En 1989, le cinéma hongkongais était peu connu en Occident une fois sorti de Bruce Lee et Jackie Chan. Puis sort The Killer ! Avec ce film, John Woo fait découvrir au monde entier que le cinéma de Hong-Kong ne se limite pas aux films de kung-fu et montre que ce pays (qui n’était pas encore rattaché à la Chine continentale) possède des pépites également dans le genre du polar. Si le talent du cinéaste avait été repéré dans sa contrée grâce au succès de ses deux Syndicat du crime, The Killer fait découvrir à l’international le don immense du cinéaste pour filmer des fusillades à la manière de ballets, ses images récurrentes (les vols de colombes) et les thématiques qui lui tiennent à cœur, à savoir la mise en avant de l’amitié, la moralité présente même chez les tueurs
(Ah-Jong, ou Jeff en version internationale, ne veut pas faire de mal à des innocents et fait tout pour les protéger)
, la disparition progressive de celles-ci et les références au catholicisme
(Ah Jung est soigné dans une église et c’est à nouveau ce type de lieu qui voit le déroulement de la séquence finale où l’explosion d’une statue de la Vierge Marie est filmée comme la mort d’un des personnages principaux pourrait l’être)
.
En outre, The Killer représente une parfaite porte d’entrée dans le polar hongkongais car Woo possède un style le rapprochant du cinéma occidental et possède, en plus de ses inspirations asiatiques (les valeurs chevaleresques des personnages viennent notamment de Chang Cheh), de nombreuses références en rapport avec cette zone du monde. On pourra y retrouver des allusions à des films comme Adieu ma jolie
(le coup de feu aveuglant Jennie)
, Duel au soleil
(Ah-Jung et Jennie rampant l’un vers l’autre)
, Il était une fois dans l’Ouest
(Ah-Jung jouant de l’harmonica)
, Jules et Jim
(dont il reprend le principe de l’arrêt sur image en plein milieu d’une séquence)

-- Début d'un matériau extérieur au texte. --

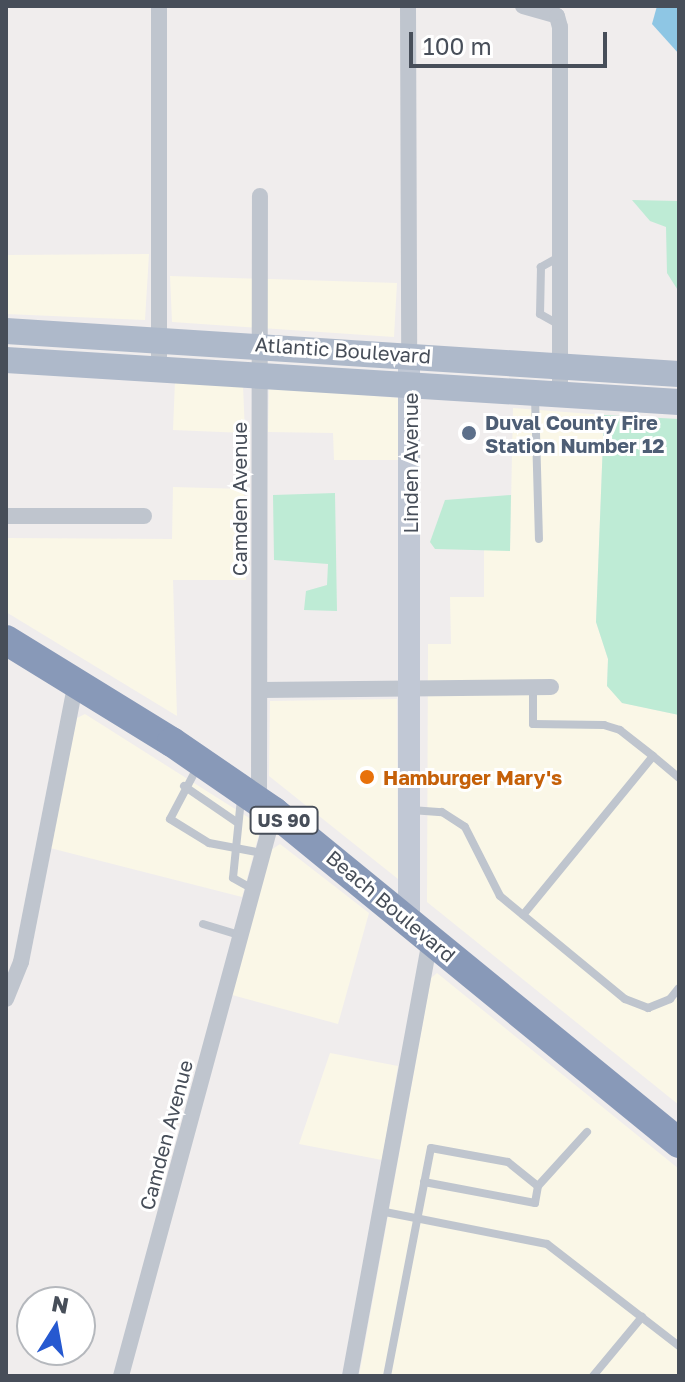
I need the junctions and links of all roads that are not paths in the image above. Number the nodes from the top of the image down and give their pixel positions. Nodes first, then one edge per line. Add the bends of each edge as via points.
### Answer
1 (159, 6) edge
2 (408, 6) edge
3 (523, 6) edge
4 (260, 196) dead end
5 (6, 331) edge
6 (159, 337) junction
7 (260, 344) junction
8 (409, 355) junction
9 (6, 360) edge
10 (159, 366) junction
11 (560, 366) junction
12 (259, 373) junction
13 (679, 374) edge
14 (410, 383) junction
15 (548, 394) junction
16 (679, 402) edge
17 (6, 516) edge
18 (144, 516) dead end
19 (539, 539) dead end
20 (6, 640) edge
21 (76, 682) junction
22 (551, 687) dead end
23 (411, 688) junction
24 (533, 688) junction
25 (260, 690) junction
26 (653, 756) junction
27 (201, 761) junction
28 (679, 778) edge
29 (184, 786) junction
30 (258, 801) junction
31 (410, 810) junction
32 (238, 823) junction
33 (236, 851) junction
34 (263, 854) junction
35 (253, 889) junction
36 (523, 915) junction
37 (203, 924) dead end
38 (419, 928) junction
39 (241, 935) junction
40 (679, 988) edge
41 (6, 999) edge
42 (587, 1132) dead end
43 (679, 1143) edge
44 (424, 1182) junction
45 (538, 1186) junction
46 (380, 1211) junction
47 (417, 1218) junction
48 (642, 1317) junction
49 (679, 1346) edge
50 (121, 1376) edge
51 (350, 1376) edge
52 (387, 1376) edge
53 (593, 1376) edge

1 - 6 street
2 - 8 street, Linden Avenue
3 - 11 street via 557,16
4 - 7 street, Camden Avenue
5 - 6 main road, Atlantic Boulevard
6 - 7 main road, Atlantic Boulevard
6 - 10 street
7 - 8 main road, Atlantic Boulevard
7 - 12 street, Camden Avenue
8 - 11 main road, Atlantic Boulevard
8 - 14 street, Linden Avenue
9 - 10 main road, Atlantic Boulevard
10 - 12 main road, Atlantic Boulevard
11 - 13 main road, Atlantic Boulevard
11 - 15 street
12 - 14 main road, Atlantic Boulevard
12 - 25 street, Camden Avenue
14 - 15 main road, Atlantic Boulevard
14 - 23 street, Linden Avenue
15 - 16 main road, Atlantic Boulevard
15 - 19 lane
17 - 18 street
20 - 21 highway, Beach Boulevard / US 90
21 - 27 highway, Beach Boulevard / US 90
21 - 41 street via 21,962
22 - 24 street
23 - 24 street
23 - 25 street
23 - 31 street, Linden Avenue
24 - 26 lane via 533,724 604,725 620,730
25 - 30 street, Camden Avenue
26 - 28 lane
26 - 36 lane
27 - 29 lane
27 - 30 highway, Beach Boulevard / US 90
29 - 32 lane
29 - 33 lane via 170,819 209,843
30 - 32 lane
30 - 34 street, Camden Avenue
30 - 38 highway, Beach Boulevard / US 90
31 - 36 lane via 442,812 465,827 491,885
31 - 38 street, Linden Avenue
32 - 33 lane
33 - 34 lane
33 - 35 lane via 233,878
34 - 35 street, Camden Avenue
35 - 39 street, Camden Avenue
36 - 40 lane via 636,1005 661,1005
37 - 39 lane
38 - 43 highway, Beach Boulevard / US 90
38 - 46 street
39 - 50 street, Camden Avenue
42 - 45 lane
44 - 45 lane via 535,1203
44 - 45 lane via 431,1148 508,1162
44 - 47 lane
46 - 47 lane
46 - 51 street
47 - 48 lane via 547,1244
47 - 52 lane
48 - 49 lane
48 - 53 lane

ou à des cinéastes comme Sam Peckinpah (par la chorégraphie des fusillades), Jacques Demy (autre influence pour ce type de scènes) et surtout Jean-Pierre Melville (Woo considérant le film comme un hommage au Samouraï et choisissant de changer le prénom d’Ah-Jung en Jeff pour les versions occidentales en hommage au personnage incarné par Alain Delon dans ce film).
On retrouvera même des inspirations musicales provenant d’Occident par la présence, en plus de la très belle musique de Lowell Lo, du Messiah Tell.1 : Symphony de Sir Colin Davis et d’extraits de bandes originales américaines comme Double Détente.
Ainsi, avec son histoire simple mais bien menée, John Woo livre un polar passionnant et totalement maitrisé (à noter que le film possède trois versions différentes mais que Woo préfère l’internationale qui est plus courte, mieux rythmée et surtout caractérisée par séquences d’action raccourcies) qui peut être facilement vu par un public non-adepte du cinéma asiatique. Plus de trois décennies après sa réalisation, The Killer reste donc un monument du film d’action à voir impérativement.